11 HW 11

1. In 7.27, acoustics in a pipe with closed ends, assume $\ell=1$, $a=1$, $f(x)=x$, and $g(x)=1$. Graphically identify the extensions $F(x)$ and $G(x)$ of the given $f(x)$ and $g(x)$ to all $x$ that allow the solution $u$ to be written in terms of the infinite pipe D'Alembert solution.

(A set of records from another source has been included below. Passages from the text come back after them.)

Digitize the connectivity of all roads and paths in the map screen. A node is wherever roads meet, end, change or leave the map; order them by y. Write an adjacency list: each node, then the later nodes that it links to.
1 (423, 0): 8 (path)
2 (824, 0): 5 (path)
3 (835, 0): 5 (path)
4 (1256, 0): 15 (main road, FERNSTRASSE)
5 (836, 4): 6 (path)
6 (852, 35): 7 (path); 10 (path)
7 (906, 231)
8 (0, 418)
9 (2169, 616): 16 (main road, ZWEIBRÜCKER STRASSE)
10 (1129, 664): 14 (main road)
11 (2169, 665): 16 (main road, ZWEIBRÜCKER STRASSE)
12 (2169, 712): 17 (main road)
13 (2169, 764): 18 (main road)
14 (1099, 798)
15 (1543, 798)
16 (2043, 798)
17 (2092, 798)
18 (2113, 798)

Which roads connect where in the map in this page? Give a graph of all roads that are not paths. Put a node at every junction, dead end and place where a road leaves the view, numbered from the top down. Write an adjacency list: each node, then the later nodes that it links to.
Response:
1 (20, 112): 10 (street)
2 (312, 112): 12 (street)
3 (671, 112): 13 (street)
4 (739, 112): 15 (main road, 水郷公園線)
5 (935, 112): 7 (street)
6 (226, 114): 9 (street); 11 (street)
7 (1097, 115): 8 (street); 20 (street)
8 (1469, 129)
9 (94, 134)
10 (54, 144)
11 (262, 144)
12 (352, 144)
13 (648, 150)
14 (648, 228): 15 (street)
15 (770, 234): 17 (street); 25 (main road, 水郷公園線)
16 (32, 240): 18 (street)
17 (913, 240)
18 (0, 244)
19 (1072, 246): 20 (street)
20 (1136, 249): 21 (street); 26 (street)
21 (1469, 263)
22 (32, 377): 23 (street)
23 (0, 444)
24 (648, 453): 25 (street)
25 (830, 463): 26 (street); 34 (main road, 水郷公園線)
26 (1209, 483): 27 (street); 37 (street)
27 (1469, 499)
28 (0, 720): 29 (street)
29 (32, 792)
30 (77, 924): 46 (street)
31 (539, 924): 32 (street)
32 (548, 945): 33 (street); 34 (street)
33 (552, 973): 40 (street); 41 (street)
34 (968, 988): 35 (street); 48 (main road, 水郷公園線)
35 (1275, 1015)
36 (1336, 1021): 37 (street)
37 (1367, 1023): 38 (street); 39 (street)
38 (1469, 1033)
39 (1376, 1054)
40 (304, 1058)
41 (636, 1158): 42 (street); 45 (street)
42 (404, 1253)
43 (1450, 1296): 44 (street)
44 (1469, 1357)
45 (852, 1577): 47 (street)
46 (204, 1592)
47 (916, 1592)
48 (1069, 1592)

2. Continuing the previous problem, in four separate graphs, draw $u(x,0)$, $u(x,0.25)$, $u(x,0.5)$, and $u(x,1.25)$. For all but the first graph, also include the separate terms $\frac12F(x-at)$, $\frac12F(x+at)$, and $\int_{x-at}^{x+at}G(\xi) {\rm d}\xi$. Use graph or raster paper or a plotting package. Use the D'Alembert solution only to plot, do not use a separation of variables solution in your software package. Comment on the boundary conditions. At which times are they satisfied? At which times are they not meaningful? Consider all times $0\le t<\infty$ and do not approximate.

   Make sure to include your source code if any.

3. Using the D'Alembert solution of the previous problems, find $u(0.1,3)$. Be sure to show the value of each term in the expression.